The report, Brave new world - Container transport in 2043, talks about five broad points:

  1. The physical characteristics of the industry are unlikely to change, as the container and the ships that carry them will still exist over the next 25 years.
  2. Trade flows will become more balanced across trade lanes as incomes converge between East Asia and developed economies, and the emerging economies in South Asia and Africa “catch up”.
  3. Automation will be broadly adopted across the value chain, especially on the landside in ports, terminals, rail and trucking, to unlock significant efficiencies.
  4. Digital, data, and analytics will cause a fundamental shift in the sources of value creation and customers will expect a high level of reliability, transparency and user-friendliness.
  5. The industry leaders in 2043 will look very different; some will consolidate, others may change their business model. Some will be “digital natives”, either start-ups or e-commerce players optimising the container transport leg of their supply chain.

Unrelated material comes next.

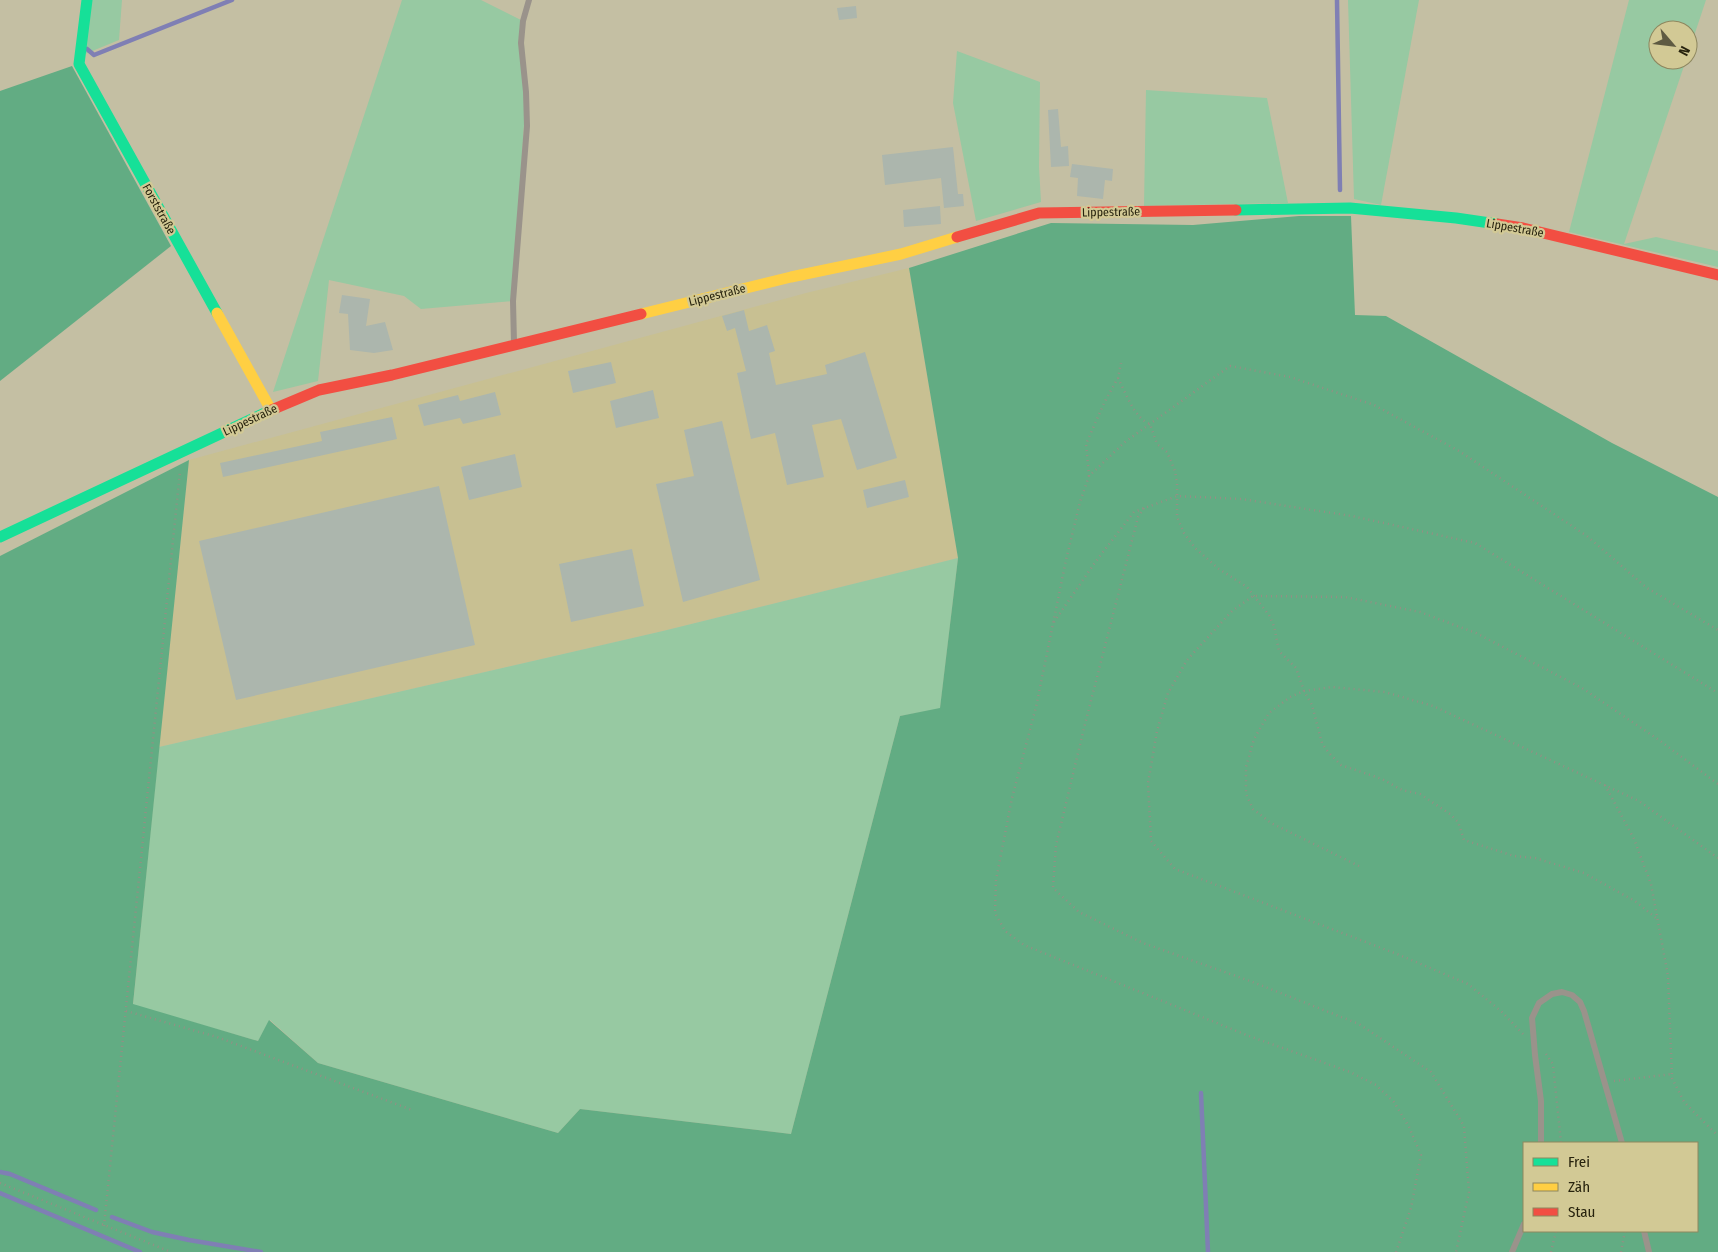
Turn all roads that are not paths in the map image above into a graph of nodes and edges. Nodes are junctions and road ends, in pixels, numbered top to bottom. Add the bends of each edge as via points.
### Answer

It is a well established fact that shipping is at the centre of international trade with over 90 percent of consumer goods and many raw materials are either being shipped in containers or in bulk vessels. The shipping industry faces the transformative rise of the digital era complemented by data, analytics, and automation. And there is no one future ahead there; instead there is a range of futures where digital fundamentally changes the industry’s economics. However, getting there will require vision and relentless execution.